Discussion in 'Dojo' started by Supid, Jul 25, 2006.

  1. Supid

    Supid Well-Known Member

    Firstly, I'm a newbie at VF

    Okie, maybe not a newbie, a beginner. I've been following VF on and off since its first incarnation, but never caught on to any significant depth of gameplay. Right now in VF4, I am still trying to get pass the basic gameplay of attack/guard/punish/recover.

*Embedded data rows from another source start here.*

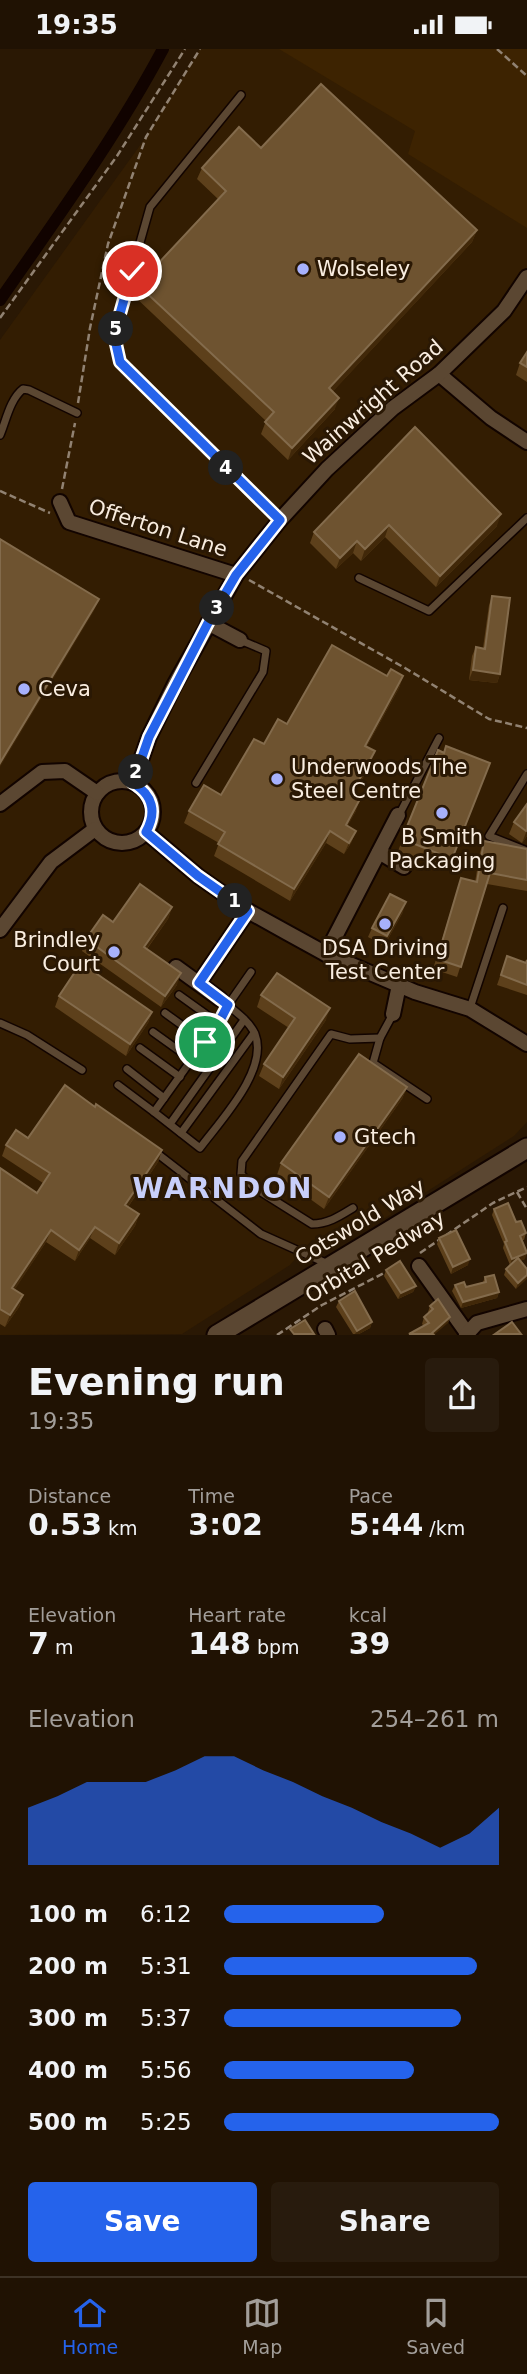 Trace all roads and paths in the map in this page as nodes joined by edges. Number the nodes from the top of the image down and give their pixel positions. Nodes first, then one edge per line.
1 (185, 49) edge
2 (201, 49) edge
3 (497, 49) edge
4 (527, 76) edge
5 (241, 95) dead end
6 (527, 277) edge
7 (0, 318) edge
8 (439, 374) junction
9 (77, 413) junction
10 (0, 435) edge
11 (527, 442) edge
12 (0, 491) edge
13 (60, 502) joint
14 (527, 518) edge
15 (280, 520) junction
16 (69, 522) junction
17 (236, 575) junction
18 (359, 578) dead end
19 (208, 623) junction
20 (240, 640) joint
21 (527, 728) edge
22 (439, 738) dead end
23 (527, 774) edge
24 (133, 783) junction
25 (196, 783) dead end
26 (97, 793) junction
27 (0, 804) edge
28 (398, 815) joint
29 (95, 829) junction
30 (146, 832) junction
31 (527, 851) edge
32 (379, 852) junction
33 (404, 867) dead end
34 (503, 908) dead end
35 (248, 911) junction
36 (0, 930) edge
37 (326, 954) junction
38 (176, 967) edge
39 (251, 972) dead end
40 (199, 983) junction
41 (399, 985) junction
42 (179, 995) dead end
43 (224, 1002) junction
44 (470, 1009) junction
45 (165, 1013) dead end
46 (393, 1014) joint
47 (244, 1020) junction
48 (218, 1024) junction
49 (0, 1025) edge
50 (153, 1032) dead end
51 (254, 1033) junction
52 (380, 1038) junction
53 (205, 1042) junction
54 (527, 1044) edge
55 (140, 1048) dead end
56 (192, 1060) junction
57 (127, 1069) dead end
58 (82, 1070) dead end
59 (180, 1077) junction
60 (117, 1085) dead end
61 (164, 1098) junction
62 (427, 1099) dead end
63 (154, 1112) junction
64 (170, 1124) junction
65 (181, 1133) junction
66 (144, 1144) edge
67 (527, 1149) edge
68 (527, 1187) edge
69 (517, 1192) junction
70 (353, 1208) dead end
71 (527, 1209) edge
72 (416, 1261) joint
73 (331, 1266) junction
74 (391, 1269) edge
75 (527, 1309) edge
76 (466, 1334) edge
77 (217, 1335) edge
78 (277, 1335) edge

1 - 7 path
2 - 9 path, Offerton Lane
3 - 4 path
5 - 15 lane
6 - 8 street, Wainwright Road
8 - 11 street
8 - 15 street, Wainwright Road
9 - 10 lane
9 - 13 path, Offerton Lane
12 - 16 path
13 - 16 street, Offerton Lane
14 - 18 lane
15 - 17 street, Wainwright Road
16 - 17 street, Offerton Lane
17 - 19 street, Wainwright Road
17 - 21 path, Offerton Lane
19 - 20 street
19 - 24 street, Wainwright Road
20 - 25 lane
22 - 28 lane
23 - 31 lane
24 - 26 street
24 - 30 street
26 - 27 street
26 - 29 street
28 - 32 street
29 - 30 street
29 - 36 street
30 - 35 street
32 - 33 street
32 - 37 street
34 - 44 lane
35 - 37 street
35 - 40 street
37 - 41 street
38 - 40 street
39 - 43 lane
40 - 43 street
41 - 44 street
41 - 46 street
42 - 48 lane
43 - 47 lane
43 - 48 lane
44 - 54 street
45 - 53 lane
46 - 52 lane
47 - 51 lane
47 - 64 lane
48 - 53 lane
49 - 58 lane
50 - 56 lane
51 - 65 lane
51 - 65 lane
52 - 62 lane
52 - 70 lane
53 - 56 lane
55 - 59 lane
56 - 59 lane
57 - 61 lane
59 - 61 lane
60 - 63 lane
61 - 63 lane
63 - 64 lane
64 - 65 lane
66 - 73 lane
67 - 73 main road, Cotswold Way
68 - 69 path, Orbital Pedway
69 - 71 path
69 - 72 path, Orbital Pedway
72 - 76 street
73 - 77 main road, Cotswold Way
74 - 78 path, Orbital Pedway
75 - 76 street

    I depended heavily on easily accessible and understood FAQs. In VF2, while struggling with Jacky, I found James M. Ross' FAQ on Gamefaqs very useful, primarily because he made the effort to go through most moves in detail (there were other good VF2 faqs, but I only played Jacky then). He was very kind to explain some elementary concepts to me through email. During VF3 days I was sidetracked by another blockbuster title from Sega, so only play bits here and there. I dabbled in the other characters but only picked up Pai to any playable extent

    When VF4 came out, once again I struggled with all the new things. Unfortunately, there seems to be a dearth of VF4-For-Dummies documents. After mucking around with my surface knowledge using Jacky and Pai, I started shopping for a new character to try out and settled on ... Kage; I wanted to learn his cool DPK and TFT. As luck would have it, a M. Ramsan has made a special effort to write a very comprehensive Kage FAQ that I easily found on Gamefaqs. I never could master the timing for TFT-Knee combos (and am stuck with [2][P]+[K] combos), but thanks to his FAQ, Kage became my third character and I started playing a bit of attention to frames.

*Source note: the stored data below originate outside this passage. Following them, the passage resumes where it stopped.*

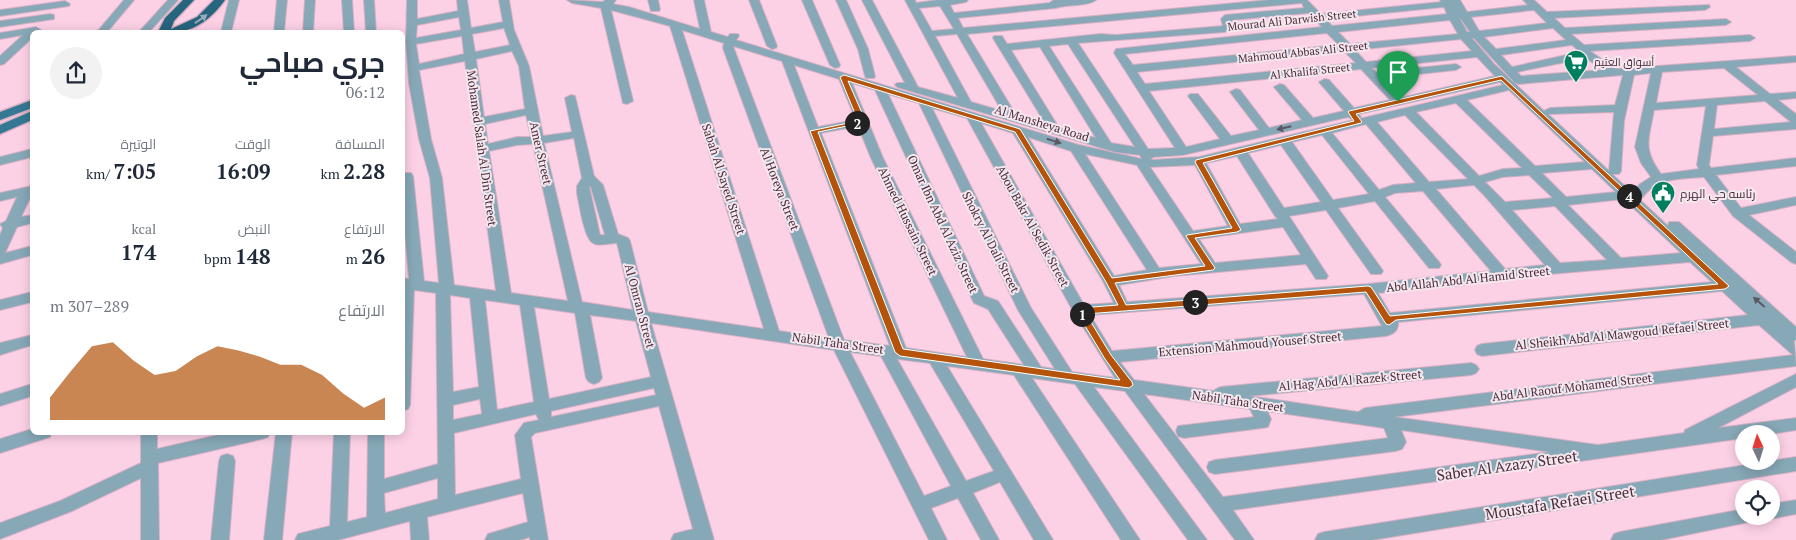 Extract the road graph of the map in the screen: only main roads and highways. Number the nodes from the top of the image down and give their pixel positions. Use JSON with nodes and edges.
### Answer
{"nodes":[{"id":1,"x":189,"y":0,"type":"edge"},
{"id":2,"x":220,"y":0,"type":"edge"},
{"id":3,"x":169,"y":30,"type":"edge"},
{"id":4,"x":175,"y":30,"type":"edge"},
{"id":5,"x":30,"y":105,"type":"edge"},
{"id":6,"x":30,"y":110,"type":"edge"},
{"id":7,"x":0,"y":116,"type":"edge"},
{"id":8,"x":30,"y":116,"type":"edge"},
{"id":9,"x":3,"y":130,"type":"edge"}],
"edges":[{"from":1,"to":3,"type":"highway"},
{"from":4,"to":2,"type":"highway","one_way":true},
{"from":5,"to":7,"type":"main road"},
{"from":6,"to":9,"type":"main road"},
{"from":8,"to":9,"type":"main road"}]}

    Basically, I wrote up my VF history as an example of what a casual gamer in VF might be like, and it highlights one of the greatest fustration of being a VF beginner: A Lack of Newbie-Friendy Guides for VF (at least in the English-Speaking World)

    Easily accessible and comprehensive guides to introduce VF to new players seems to be an increasing RARE commodity. The only VF character that does not seem to suffer from lack of detailed FAQ is Akira, which unfortunately is a relatively challenging character for newbies lacking in finger dexterity like me.

    I personally feel that the English speaking online VF community has yet to make a serious effort into making VF4 more accessable to the average beginner like me and many more. VF already has a rather steep learning curve and is unfriendly to button mashers. A lack of easily-understood guides leaves most casual gamers without a means to venture beyond the beginner stage (or even become a beginner), and, disappointed at the lack of progress they soon move on to something else.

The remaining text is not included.